**Exercise prompt**
Retype the entries below exactly, dropping the images.

○ ○ ○ ○

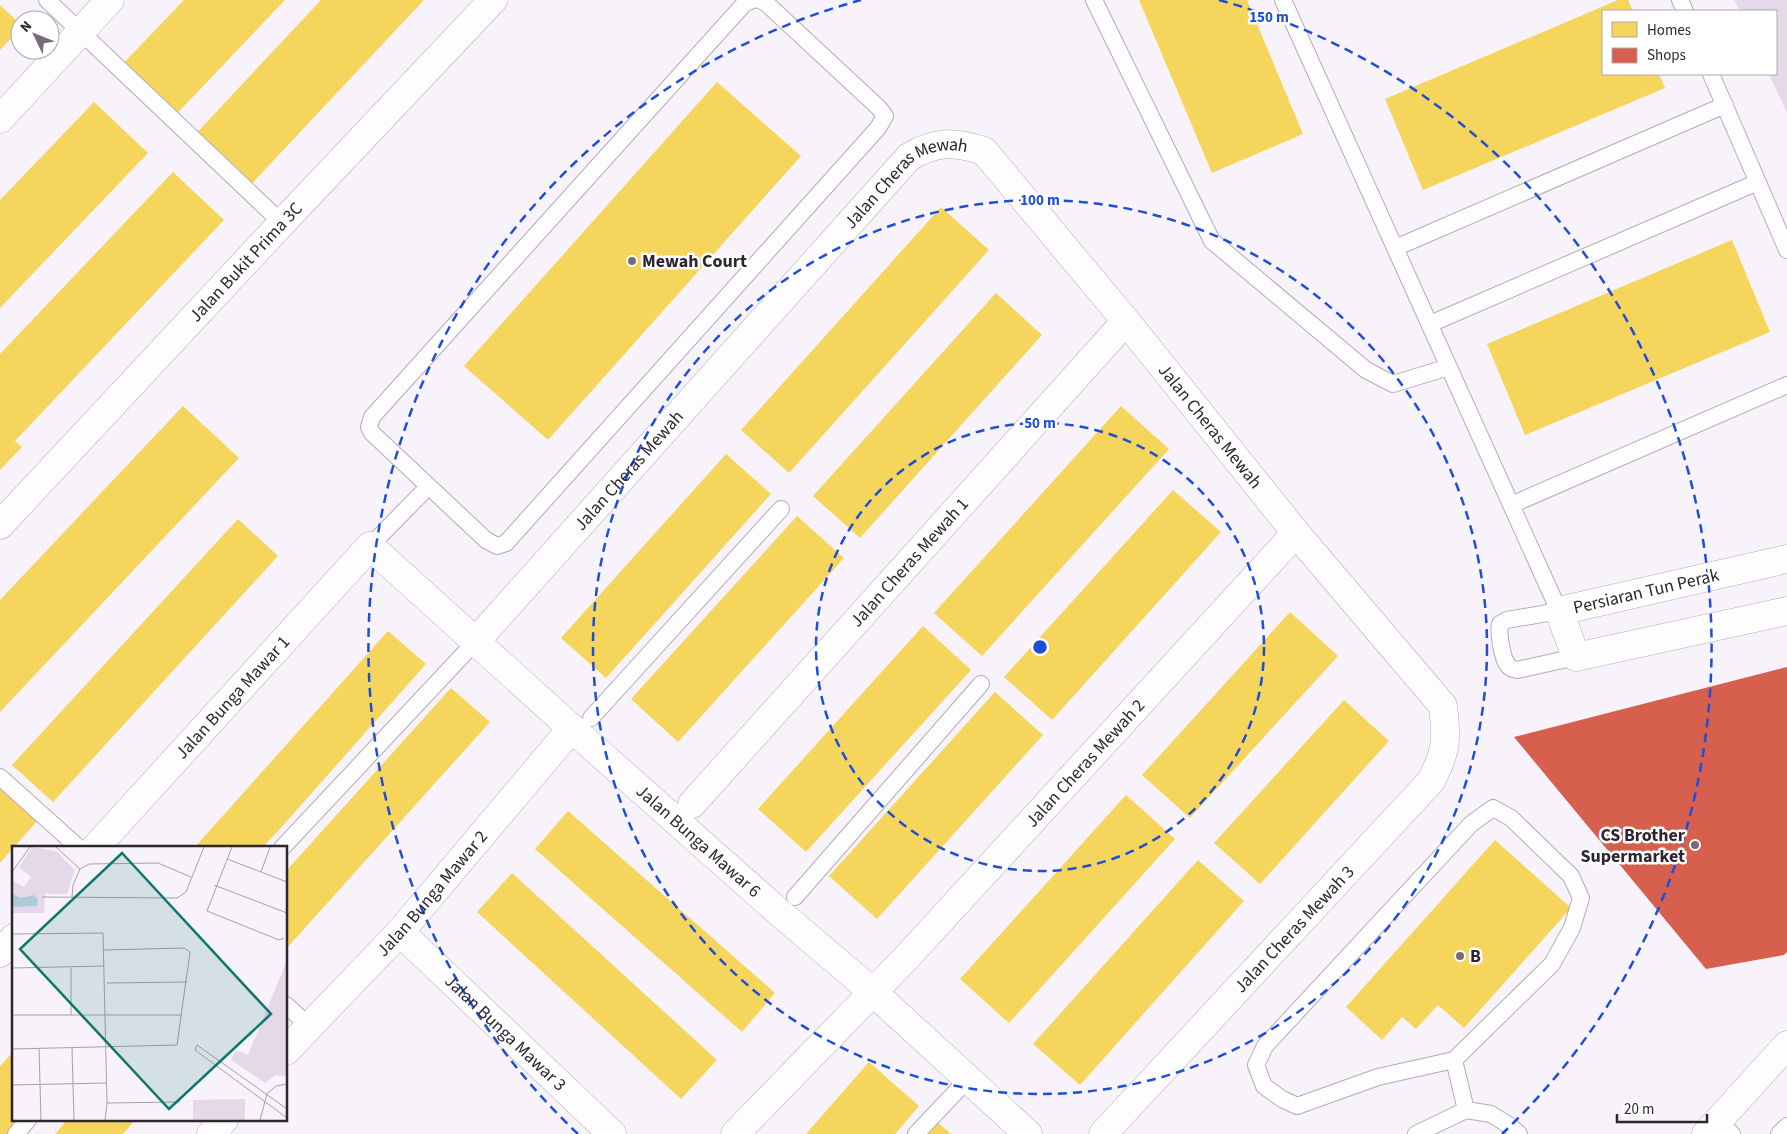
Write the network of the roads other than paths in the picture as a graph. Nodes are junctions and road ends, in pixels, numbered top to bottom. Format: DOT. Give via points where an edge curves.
graph roads {
  1 [pos="47,0"];
  2 [pos="110,0"];
  3 [pos="493,0"];
  4 [pos="753,0"];
  5 [pos="760,0"];
  6 [pos="1094,0"];
  7 [pos="1283,0"];
  8 [pos="81,31"];
  9 [pos="1711,75"];
  10 [pos="1725,105"];
  11 [pos="0,119"];
  12 [pos="1758,182"];
  13 [pos="282,223"];
  14 [pos="1395,248"];
  15 [pos="1787,250"];
  16 [pos="1126,321"];
  17 [pos="1430,324"];
  18 [pos="1449,367"];
  19 [pos="1787,386"];
  20 [pos="428,487"];
  21 [pos="1511,505"];
  22 [pos="781,509"];
  23 [pos="0,525"];
  24 [pos="1296,534"];
  25 [pos="370,546"];
  26 [pos="1787,559"];
  27 [pos="1559,611"];
  28 [pos="1787,611"];
  29 [pos="476,641"];
  30 [pos="1576,657"];
  31 [pos="980,684"];
  32 [pos="1443,706"];
  33 [pos="581,723"];
  34 [pos="0,777"];
  35 [pos="692,804"];
  36 [pos="98,846"];
  37 [pos="284,846"];
  38 [pos="795,897"];
  39 [pos="400,932"];
  40 [pos="12,940"];
  41 [pos="0,954"];
  42 [pos="873,992"];
  43 [pos="288,1007"];
  44 [pos="309,1026"];
  45 [pos="1787,1045"];
  46 [pos="288,1049"];
  47 [pos="1454,1060"];
  48 [pos="968,1079"];
  49 [pos="1466,1110"];
  50 [pos="26,1122"];
  51 [pos="222,1122"];
  52 [pos="1787,1126"];
  53 [pos="1719,1130"];
  54 [pos="16,1134"];
  55 [pos="211,1134"];
  56 [pos="612,1134"];
  57 [pos="736,1134"];
  58 [pos="916,1134"];
  59 [pos="1028,1134"];
  60 [pos="1103,1134"];
  61 [pos="1416,1134"];
  62 [pos="1519,1134"];
  63 [pos="1779,1134"];
  1 -- 8 [label="lane"];
  2 -- 8 [label="street"];
  3 -- 13 [label="street, Jalan Bukit Prima 3C"];
  4 -- 20 [label="lane" via="745,3 372,417 369,427 372,433"];
  5 -- 20 [label="lane" via="879,108 885,116 878,128 506,543 497,546 486,540"];
  6 -- 18 [label="lane" via="1212,241 1366,370 1393,384"];
  7 -- 14 [label="lane"];
  8 -- 11 [label="street"];
  8 -- 13 [label="lane"];
  9 -- 10 [label="lane"];
  10 -- 12 [label="lane"];
  10 -- 14 [label="lane"];
  12 -- 15 [label="lane"];
  12 -- 17 [label="lane"];
  13 -- 23 [label="street, Jalan Bukit Prima 3C"];
  14 -- 17 [label="lane"];
  16 -- 24 [label="street, Jalan Cheras Mewah"];
  16 -- 29 [label="street, Jalan Cheras Mewah" via="984,151 950,144 925,148 909,157"];
  16 -- 35 [label="street, Jalan Cheras Mewah 1"];
  17 -- 18 [label="lane"];
  18 -- 21 [label="lane"];
  19 -- 21 [label="lane"];
  20 -- 25 [label="lane"];
  21 -- 27 [label="lane"];
  22 -- 33 [label="lane"];
  24 -- 32 [label="street, Jalan Cheras Mewah"];
  24 -- 42 [label="street, Jalan Cheras Mewah 2"];
  25 -- 29 [label="street, Jalan Bunga Mawar 6"];
  25 -- 36 [label="street, Jalan Bunga Mawar 1"];
  26 -- 27 [label="street, Persiaran Tun Perak"];
  27 -- 30 [label="street, Persiaran Tun Perak"];
  27 -- 30 [label="lane" via="1506,620 1500,624 1498,631 1506,664 1517,670"];
  28 -- 30 [label="street"];
  29 -- 33 [label="street, Jalan Bunga Mawar 6"];
  29 -- 37 [label="lane"];
  31 -- 38 [label="lane"];
  32 -- 60 [label="street, Jalan Cheras Mewah 3" via="1446,735 1442,760 1431,781"];
  33 -- 39 [label="street, Jalan Bunga Mawar 2"];
  33 -- 42 [label="street, Jalan Bunga Mawar 6" via="781,914"];
  34 -- 36 [label="lane"];
  39 -- 44 [label="street, Jalan Bunga Mawar 2"];
  39 -- 56 [label="street, Jalan Bunga Mawar 3"];
  40 -- 41 [label="street"];
  42 -- 48 [label="street, Jalan Bunga Mawar 6"];
  42 -- 57 [label="street, Jalan Cheras Mewah 2"];
  43 -- 44 [label="lane"];
  44 -- 46 [label="street, Jalan Bunga Mawar 2"];
  45 -- 53 [label="street"];
  47 -- 47 [label="lane" via="1378,1077 1297,1106 1264,1086 1256,1065 1265,1046 1471,824 1493,808 1511,818 1571,876 1582,898 1572,928 1552,964"];
  47 -- 49 [label="lane"];
  48 -- 58 [label="lane"];
  48 -- 59 [label="street, Jalan Bunga Mawar 6"];
  49 -- 61 [label="lane"];
  49 -- 62 [label="lane" via="1491,1114"];
  50 -- 54 [label="lane"];
  51 -- 55 [label="street"];
  52 -- 63 [label="lane"];
}
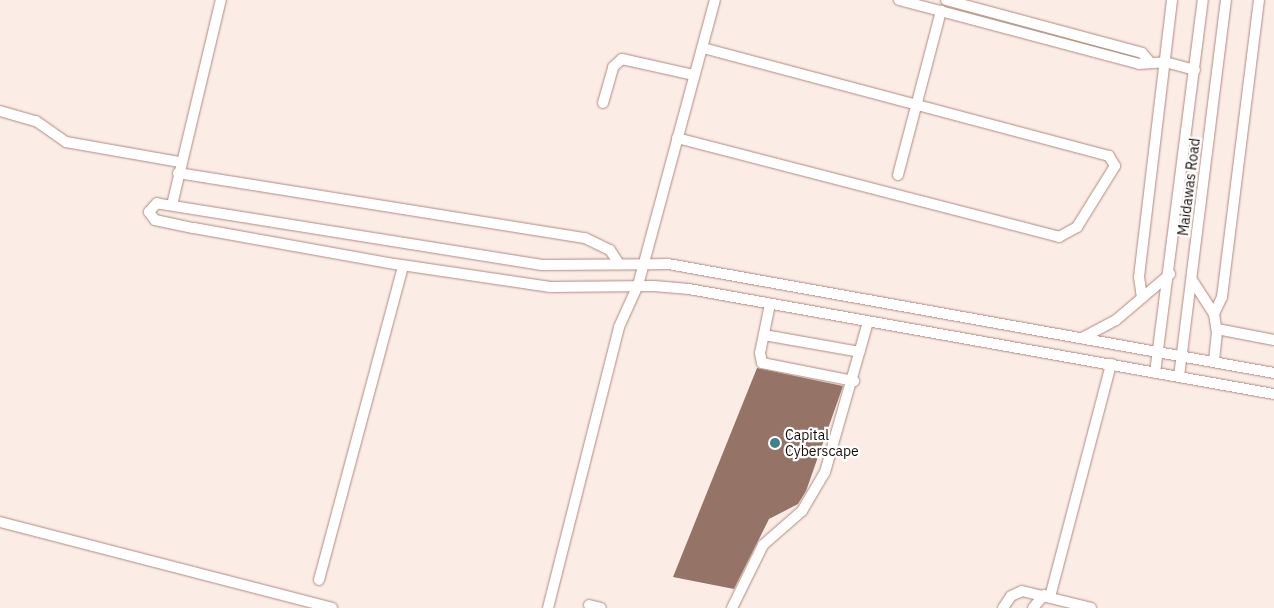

○ ○ ○ ○

**Output**
Write the network of the roads other than paths in the picture as a graph. Nodes are junctions and road ends, in pixels, numbered top to bottom. Format: DOT. Give via points where an edge curves.
graph roads {
  1 [pos="47,0"];
  2 [pos="110,0"];
  3 [pos="493,0"];
  4 [pos="753,0"];
  5 [pos="760,0"];
  6 [pos="1094,0"];
  7 [pos="1283,0"];
  8 [pos="81,31"];
  9 [pos="1711,75"];
  10 [pos="1725,105"];
  11 [pos="0,119"];
  12 [pos="1758,182"];
  13 [pos="282,223"];
  14 [pos="1395,248"];
  15 [pos="1787,250"];
  16 [pos="1126,321"];
  17 [pos="1430,324"];
  18 [pos="1449,367"];
  19 [pos="1787,386"];
  20 [pos="428,487"];
  21 [pos="1511,505"];
  22 [pos="781,509"];
  23 [pos="0,525"];
  24 [pos="1296,534"];
  25 [pos="370,546"];
  26 [pos="1787,559"];
  27 [pos="1559,611"];
  28 [pos="1787,611"];
  29 [pos="476,641"];
  30 [pos="1576,657"];
  31 [pos="980,684"];
  32 [pos="1443,706"];
  33 [pos="581,723"];
  34 [pos="0,777"];
  35 [pos="692,804"];
  36 [pos="98,846"];
  37 [pos="284,846"];
  38 [pos="795,897"];
  39 [pos="400,932"];
  40 [pos="12,940"];
  41 [pos="0,954"];
  42 [pos="873,992"];
  43 [pos="288,1007"];
  44 [pos="309,1026"];
  45 [pos="1787,1045"];
  46 [pos="288,1049"];
  47 [pos="1454,1060"];
  48 [pos="968,1079"];
  49 [pos="1466,1110"];
  50 [pos="26,1122"];
  51 [pos="222,1122"];
  52 [pos="1787,1126"];
  53 [pos="1719,1130"];
  54 [pos="16,1134"];
  55 [pos="211,1134"];
  56 [pos="612,1134"];
  57 [pos="736,1134"];
  58 [pos="916,1134"];
  59 [pos="1028,1134"];
  60 [pos="1103,1134"];
  61 [pos="1416,1134"];
  62 [pos="1519,1134"];
  63 [pos="1779,1134"];
  1 -- 8 [label="lane"];
  2 -- 8 [label="street"];
  3 -- 13 [label="street, Jalan Bukit Prima 3C"];
  4 -- 20 [label="lane" via="745,3 372,417 369,427 372,433"];
  5 -- 20 [label="lane" via="879,108 885,116 878,128 506,543 497,546 486,540"];
  6 -- 18 [label="lane" via="1212,241 1366,370 1393,384"];
  7 -- 14 [label="lane"];
  8 -- 11 [label="street"];
  8 -- 13 [label="lane"];
  9 -- 10 [label="lane"];
  10 -- 12 [label="lane"];
  10 -- 14 [label="lane"];
  12 -- 15 [label="lane"];
  12 -- 17 [label="lane"];
  13 -- 23 [label="street, Jalan Bukit Prima 3C"];
  14 -- 17 [label="lane"];
  16 -- 24 [label="street, Jalan Cheras Mewah"];
  16 -- 29 [label="street, Jalan Cheras Mewah" via="984,151 950,144 925,148 909,157"];
  16 -- 35 [label="street, Jalan Cheras Mewah 1"];
  17 -- 18 [label="lane"];
  18 -- 21 [label="lane"];
  19 -- 21 [label="lane"];
  20 -- 25 [label="lane"];
  21 -- 27 [label="lane"];
  22 -- 33 [label="lane"];
  24 -- 32 [label="street, Jalan Cheras Mewah"];
  24 -- 42 [label="street, Jalan Cheras Mewah 2"];
  25 -- 29 [label="street, Jalan Bunga Mawar 6"];
  25 -- 36 [label="street, Jalan Bunga Mawar 1"];
  26 -- 27 [label="street, Persiaran Tun Perak"];
  27 -- 30 [label="street, Persiaran Tun Perak"];
  27 -- 30 [label="lane" via="1506,620 1500,624 1498,631 1506,664 1517,670"];
  28 -- 30 [label="street"];
  29 -- 33 [label="street, Jalan Bunga Mawar 6"];
  29 -- 37 [label="lane"];
  31 -- 38 [label="lane"];
  32 -- 60 [label="street, Jalan Cheras Mewah 3" via="1446,735 1442,760 1431,781"];
  33 -- 39 [label="street, Jalan Bunga Mawar 2"];
  33 -- 42 [label="street, Jalan Bunga Mawar 6" via="781,914"];
  34 -- 36 [label="lane"];
  39 -- 44 [label="street, Jalan Bunga Mawar 2"];
  39 -- 56 [label="street, Jalan Bunga Mawar 3"];
  40 -- 41 [label="street"];
  42 -- 48 [label="street, Jalan Bunga Mawar 6"];
  42 -- 57 [label="street, Jalan Cheras Mewah 2"];
  43 -- 44 [label="lane"];
  44 -- 46 [label="street, Jalan Bunga Mawar 2"];
  45 -- 53 [label="street"];
  47 -- 47 [label="lane" via="1378,1077 1297,1106 1264,1086 1256,1065 1265,1046 1471,824 1493,808 1511,818 1571,876 1582,898 1572,928 1552,964"];
  47 -- 49 [label="lane"];
  48 -- 58 [label="lane"];
  48 -- 59 [label="street, Jalan Bunga Mawar 6"];
  49 -- 61 [label="lane"];
  49 -- 62 [label="lane" via="1491,1114"];
  50 -- 54 [label="lane"];
  51 -- 55 [label="street"];
  52 -- 63 [label="lane"];
}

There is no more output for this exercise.